Ralph G. Eckert – Foto: Mike Gaberdiel – Fotodesign

Mein nächster Interviewpartner ist Ralph G. Eckert, einer der populärsten Menschen in der nationalen sowie internationalen Billardszene.  Er ist nicht nur professioneller Spieler, sondern auch Buchautor, Kommentator, Kolumnist, Trickstoßweltmeister und er gehört zu den anerkanntesten internationalen Toptrainern. Vor einigen Wochen ist er aus Amerika zurückgekehrt, wo er an der inoffiziellen 14/1 Weltmeisterschaft teilgenommen hat. Er belegte einen hervorragenden 3. Platz wo er erst im Halbfinale vom späteren Sieger John Schmidt (USA) gestoppt wurde. Neben diesen ganzen „Tätigkeiten“ ist Ralph ebenfalls aktiv an der Gründung des Billard Verbandes Deutschland beteiligt und wird auch hierzu sicher das ein oder andere zu erzählen haben. Wie des öfteren verblüfft mich Ralph mit der ein oder anderen Aussage und lädt zum Nachdenken ein! Am Ende des Interviews findet Ihr alle wichtige Links sowie Kontaktmöglichkeiten.

Viel Spaß beim lesen….

Willkommen zurück in Deutschland und Herzlichen Glückwunsch zu Deinem 3. Platz bei der 72. Ausgabe des Predator World 14.1 Tournament in New York. 3. Platz in einem sehr starken Feld und das in der Königsdisziplin des Pool Billard. Erzähl uns doch ein wenig über dieses Turnier und gib uns einen kleinen Einblick über Deinen Turnierverlauf!
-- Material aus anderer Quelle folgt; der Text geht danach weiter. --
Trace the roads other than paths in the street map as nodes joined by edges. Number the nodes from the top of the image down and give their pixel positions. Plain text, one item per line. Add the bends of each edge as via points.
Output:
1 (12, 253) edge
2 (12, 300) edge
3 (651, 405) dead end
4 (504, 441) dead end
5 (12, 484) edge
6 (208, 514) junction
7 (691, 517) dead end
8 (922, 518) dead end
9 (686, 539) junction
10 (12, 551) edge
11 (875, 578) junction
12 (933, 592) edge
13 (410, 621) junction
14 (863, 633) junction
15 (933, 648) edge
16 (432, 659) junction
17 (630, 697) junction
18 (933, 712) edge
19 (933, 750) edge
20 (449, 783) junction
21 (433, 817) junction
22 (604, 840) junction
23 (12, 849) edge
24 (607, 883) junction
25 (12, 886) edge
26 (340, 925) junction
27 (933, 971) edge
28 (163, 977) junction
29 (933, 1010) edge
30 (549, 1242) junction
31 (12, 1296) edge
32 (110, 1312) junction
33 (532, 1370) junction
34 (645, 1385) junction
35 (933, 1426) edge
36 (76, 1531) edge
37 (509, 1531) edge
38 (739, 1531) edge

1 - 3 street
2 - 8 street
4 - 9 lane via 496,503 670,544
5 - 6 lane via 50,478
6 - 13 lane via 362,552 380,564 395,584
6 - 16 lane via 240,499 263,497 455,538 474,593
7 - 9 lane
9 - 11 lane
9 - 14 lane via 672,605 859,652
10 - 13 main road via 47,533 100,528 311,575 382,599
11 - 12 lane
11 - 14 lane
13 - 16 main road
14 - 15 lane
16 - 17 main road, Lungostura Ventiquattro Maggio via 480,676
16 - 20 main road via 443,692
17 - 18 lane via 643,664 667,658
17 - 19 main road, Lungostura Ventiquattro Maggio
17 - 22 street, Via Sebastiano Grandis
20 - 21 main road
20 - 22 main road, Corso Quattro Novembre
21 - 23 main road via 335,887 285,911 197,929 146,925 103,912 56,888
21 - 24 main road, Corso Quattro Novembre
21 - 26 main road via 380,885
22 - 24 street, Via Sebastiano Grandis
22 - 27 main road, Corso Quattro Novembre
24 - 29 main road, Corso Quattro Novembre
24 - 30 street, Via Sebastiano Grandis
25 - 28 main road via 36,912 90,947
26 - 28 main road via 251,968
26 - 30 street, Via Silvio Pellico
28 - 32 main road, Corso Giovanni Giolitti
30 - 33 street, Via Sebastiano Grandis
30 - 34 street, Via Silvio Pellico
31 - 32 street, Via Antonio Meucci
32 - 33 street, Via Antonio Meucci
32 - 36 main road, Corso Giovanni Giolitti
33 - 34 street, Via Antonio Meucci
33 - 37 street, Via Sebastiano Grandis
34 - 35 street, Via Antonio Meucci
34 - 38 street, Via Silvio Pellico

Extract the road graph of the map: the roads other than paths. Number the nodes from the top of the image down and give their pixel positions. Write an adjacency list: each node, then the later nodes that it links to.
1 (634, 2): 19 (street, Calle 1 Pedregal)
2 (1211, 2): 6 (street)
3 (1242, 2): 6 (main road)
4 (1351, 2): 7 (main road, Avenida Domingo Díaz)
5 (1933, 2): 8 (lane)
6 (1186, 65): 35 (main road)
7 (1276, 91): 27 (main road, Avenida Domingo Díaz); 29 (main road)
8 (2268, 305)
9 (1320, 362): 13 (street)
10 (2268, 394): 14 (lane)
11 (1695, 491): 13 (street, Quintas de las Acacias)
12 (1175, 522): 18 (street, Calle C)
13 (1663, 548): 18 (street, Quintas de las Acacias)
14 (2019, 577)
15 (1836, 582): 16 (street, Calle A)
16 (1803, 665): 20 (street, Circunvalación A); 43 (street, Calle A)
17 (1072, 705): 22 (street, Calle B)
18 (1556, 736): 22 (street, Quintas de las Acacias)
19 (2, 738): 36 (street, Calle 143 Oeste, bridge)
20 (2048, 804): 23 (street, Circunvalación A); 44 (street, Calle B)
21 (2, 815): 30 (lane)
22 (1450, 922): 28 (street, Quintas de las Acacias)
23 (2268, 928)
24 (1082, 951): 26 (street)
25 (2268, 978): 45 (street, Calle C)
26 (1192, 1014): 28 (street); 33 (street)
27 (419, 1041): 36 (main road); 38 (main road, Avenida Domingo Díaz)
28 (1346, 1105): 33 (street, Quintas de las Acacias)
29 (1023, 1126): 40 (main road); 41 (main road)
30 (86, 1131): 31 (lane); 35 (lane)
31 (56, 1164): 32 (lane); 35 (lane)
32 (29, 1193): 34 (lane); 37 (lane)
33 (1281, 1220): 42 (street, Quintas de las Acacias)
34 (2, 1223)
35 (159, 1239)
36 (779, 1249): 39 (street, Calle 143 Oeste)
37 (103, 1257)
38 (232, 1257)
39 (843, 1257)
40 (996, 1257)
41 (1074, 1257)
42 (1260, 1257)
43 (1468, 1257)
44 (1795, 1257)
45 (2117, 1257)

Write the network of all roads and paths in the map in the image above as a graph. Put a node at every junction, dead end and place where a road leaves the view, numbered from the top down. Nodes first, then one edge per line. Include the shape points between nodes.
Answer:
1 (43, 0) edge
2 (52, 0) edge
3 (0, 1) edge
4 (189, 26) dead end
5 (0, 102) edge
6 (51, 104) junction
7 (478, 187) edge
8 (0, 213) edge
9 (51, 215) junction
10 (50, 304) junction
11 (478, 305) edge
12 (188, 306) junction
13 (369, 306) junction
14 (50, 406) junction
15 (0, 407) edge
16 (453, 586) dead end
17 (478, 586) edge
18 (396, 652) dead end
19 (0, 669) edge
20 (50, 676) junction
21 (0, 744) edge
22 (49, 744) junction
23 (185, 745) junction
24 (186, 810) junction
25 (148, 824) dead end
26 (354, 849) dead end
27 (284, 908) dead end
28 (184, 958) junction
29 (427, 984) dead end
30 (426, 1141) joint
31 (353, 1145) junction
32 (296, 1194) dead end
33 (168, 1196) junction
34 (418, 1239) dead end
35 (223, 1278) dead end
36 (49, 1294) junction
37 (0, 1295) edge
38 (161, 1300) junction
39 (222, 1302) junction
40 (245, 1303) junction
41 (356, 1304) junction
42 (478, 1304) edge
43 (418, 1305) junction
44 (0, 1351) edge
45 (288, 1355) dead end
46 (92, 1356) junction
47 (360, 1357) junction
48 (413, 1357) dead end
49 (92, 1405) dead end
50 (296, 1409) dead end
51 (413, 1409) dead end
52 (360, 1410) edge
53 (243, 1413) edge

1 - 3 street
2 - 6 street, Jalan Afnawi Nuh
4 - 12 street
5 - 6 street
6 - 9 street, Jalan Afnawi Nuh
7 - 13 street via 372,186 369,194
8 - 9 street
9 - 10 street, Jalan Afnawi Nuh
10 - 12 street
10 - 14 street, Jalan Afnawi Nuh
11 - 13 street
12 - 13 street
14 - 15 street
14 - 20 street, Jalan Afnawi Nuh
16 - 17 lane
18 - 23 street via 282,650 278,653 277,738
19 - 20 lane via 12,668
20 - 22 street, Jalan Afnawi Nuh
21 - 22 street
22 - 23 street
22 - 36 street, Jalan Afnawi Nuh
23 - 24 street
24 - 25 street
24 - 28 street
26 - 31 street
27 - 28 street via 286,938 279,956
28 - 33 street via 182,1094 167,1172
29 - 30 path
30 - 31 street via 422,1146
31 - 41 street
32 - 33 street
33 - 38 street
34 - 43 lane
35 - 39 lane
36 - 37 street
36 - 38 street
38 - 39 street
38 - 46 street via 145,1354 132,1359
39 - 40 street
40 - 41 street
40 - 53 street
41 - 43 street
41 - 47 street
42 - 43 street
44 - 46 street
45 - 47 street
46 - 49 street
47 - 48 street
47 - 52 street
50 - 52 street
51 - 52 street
Ralph: Eigentlich war ich am Anfang etwas unsicher. Denn im Training dieses Jahr fing zwar alles recht gut an (22x über 100 und 1x über 200), aber die letzten 6 Wochen vor New York, wollte mir keine Serie mehr gelingen. Dazu noch zwei unangenehme Gegner in meiner Gruppe, sah ich zu Beginn meine Erwartungen doch etwas gedämpft. Doch nach und nach, lief es doch recht gut. Alle 5 Gruppenspiele gewonnen und keiner hatte mehr wie 50 Punkte gemacht. Glück im Unglück hatte ich in der Doppel KO Stage, wo Zion Zvi noch in seinem letzten Rack einen Ball verschoss und ca. 135:80 führte und mir war Hundselend! Irgendwas Falsches gegessen… Aber es ist schon eine längere Geschichte, und warum die Spannung rausnehmen, wenn Ihr im nächsten Touch-Magazin meine Kolumne darüber lesen könnt… 😉

Ist 14.1 bzw. Straight Pool in Deinen Augen immer noch die Königsdisziplin oder hat sich dieser Eindruck gewandelt?

Foto by Michael Gaberdiel

Ralph: Ich kann mit Begriffen wie „Königsdisziplin“ nichts anfangen. Gibt’s da eine Definition dazu? Vielleicht kann man es dann beantworten aber bis dahin, soll einfach jeder seine eigene „Königsdisziplin“ haben dürfen. Maßgebend in der Pool-Welt war es von 1912 bis Anfang der 80er allemal. Und bis zu meinem letzten BL Jahr 2005 haben wir uns in den verschiedenen Teams 20 Jahre lang darum gestritten, wer das 14.1 spielen darf. Momentan hab ich jedenfalls wieder viel Spaß am 14.1.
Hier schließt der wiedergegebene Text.